## AIM OF THE TASK
Output every record exactly, apart from its images.

*****

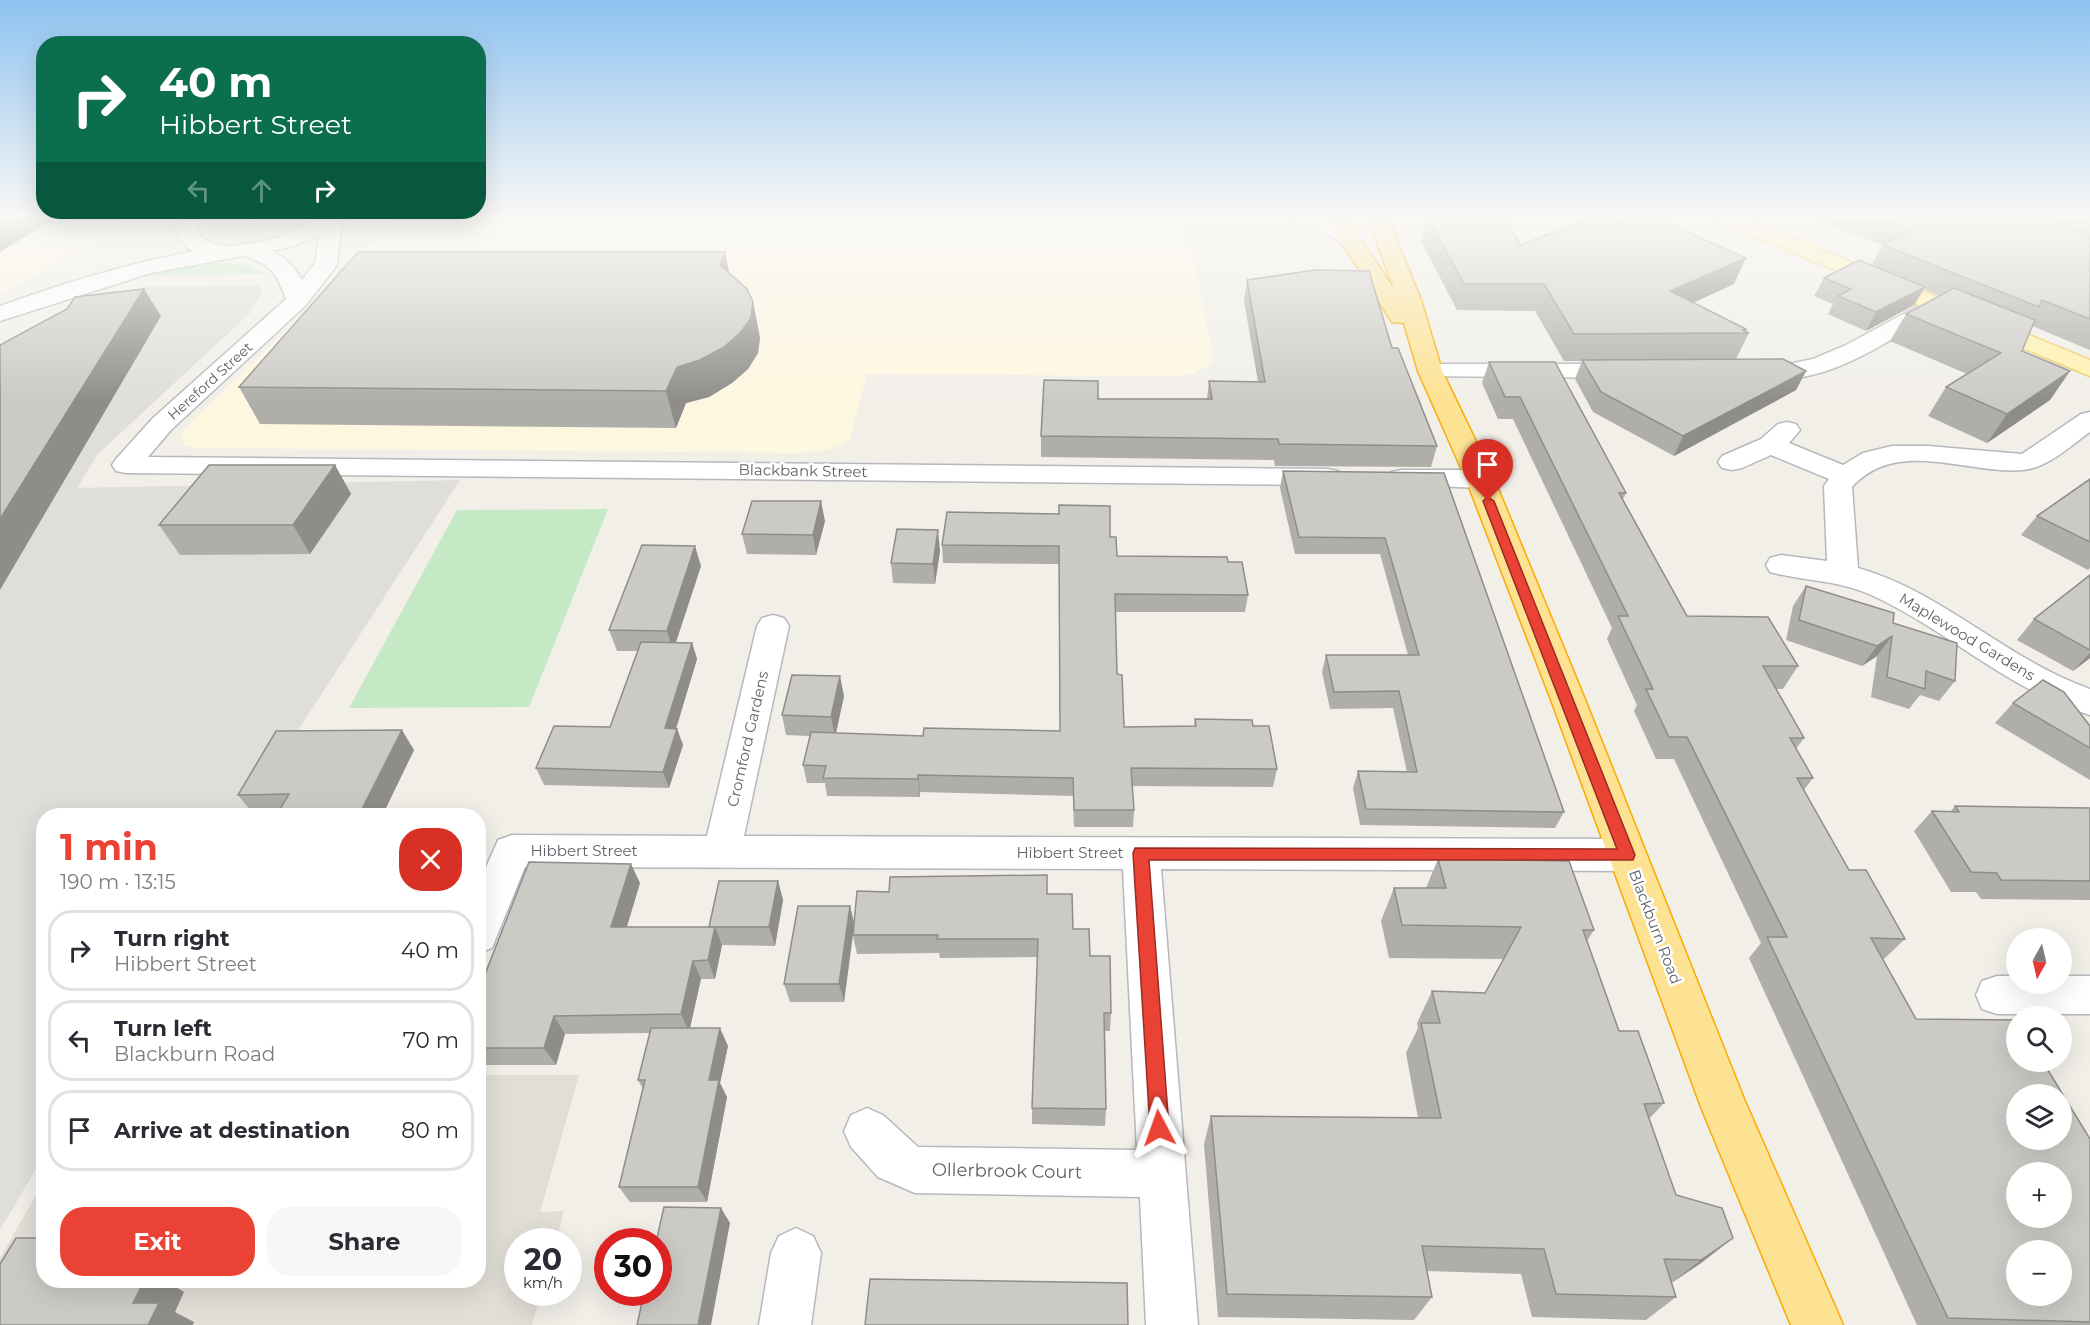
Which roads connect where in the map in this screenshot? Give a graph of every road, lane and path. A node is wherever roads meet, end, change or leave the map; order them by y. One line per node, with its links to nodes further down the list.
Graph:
1 (83, 278): 8 (street)
2 (111, 278): 8 (street)
3 (288, 278): 9 (street)
4 (315, 278): 9 (street, Hereford Street)
5 (1375, 278): 12 (highway, Blackburn Road)
6 (1401, 278): 12 (highway, Blackburn Road)
7 (1869, 278): 10 (main road)
8 (41, 299): 11 (street)
9 (298, 300): 18 (street, Hereford Street)
10 (1933, 305): 13 (main road); 15 (street)
11 (0, 314)
12 (1429, 367): 14 (street); 20 (highway, Blackburn Road)
13 (2090, 369)
14 (1648, 371)
15 (1738, 371)
16 (2090, 420): 19 (street)
17 (1732, 462): 19 (street)
18 (126, 465): 20 (street, Blackbank Street)
19 (1845, 477): 22 (street)
20 (1480, 479): 27 (highway, Blackburn Road)
21 (1781, 566): 22 (street, Maplewood Gardens)
22 (1843, 573): 24 (street, Maplewood Gardens)
23 (773, 626): 25 (street, Cromford Gardens)
24 (2090, 702)
25 (722, 851): 26 (street, Hibbert Street); 28 (street, Hibbert Street)
26 (1141, 853): 27 (street, Hibbert Street); 32 (street)
27 (1627, 855): 36 (highway, Blackburn Road)
28 (486, 915)
29 (1997, 995): 30 (street)
30 (2090, 995)
31 (867, 1131): 32 (street, Ollerbrook Court)
32 (1162, 1174): 35 (street)
33 (796, 1253): 34 (street)
34 (785, 1325)
35 (1172, 1325)
36 (1817, 1325)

*****

## EXERCISE OUTPUT
Which roads connect where in the map in this screenshot? Give a graph of every road, lane and path. A node is wherever roads meet, end, change or leave the map; order them by y. One line per node, with its links to nodes further down the list.
Graph:
1 (83, 278): 8 (street)
2 (111, 278): 8 (street)
3 (288, 278): 9 (street)
4 (315, 278): 9 (street, Hereford Street)
5 (1375, 278): 12 (highway, Blackburn Road)
6 (1401, 278): 12 (highway, Blackburn Road)
7 (1869, 278): 10 (main road)
8 (41, 299): 11 (street)
9 (298, 300): 18 (street, Hereford Street)
10 (1933, 305): 13 (main road); 15 (street)
11 (0, 314)
12 (1429, 367): 14 (street); 20 (highway, Blackburn Road)
13 (2090, 369)
14 (1648, 371)
15 (1738, 371)
16 (2090, 420): 19 (street)
17 (1732, 462): 19 (street)
18 (126, 465): 20 (street, Blackbank Street)
19 (1845, 477): 22 (street)
20 (1480, 479): 27 (highway, Blackburn Road)
21 (1781, 566): 22 (street, Maplewood Gardens)
22 (1843, 573): 24 (street, Maplewood Gardens)
23 (773, 626): 25 (street, Cromford Gardens)
24 (2090, 702)
25 (722, 851): 26 (street, Hibbert Street); 28 (street, Hibbert Street)
26 (1141, 853): 27 (street, Hibbert Street); 32 (street)
27 (1627, 855): 36 (highway, Blackburn Road)
28 (486, 915)
29 (1997, 995): 30 (street)
30 (2090, 995)
31 (867, 1131): 32 (street, Ollerbrook Court)
32 (1162, 1174): 35 (street)
33 (796, 1253): 34 (street)
34 (785, 1325)
35 (1172, 1325)
36 (1817, 1325)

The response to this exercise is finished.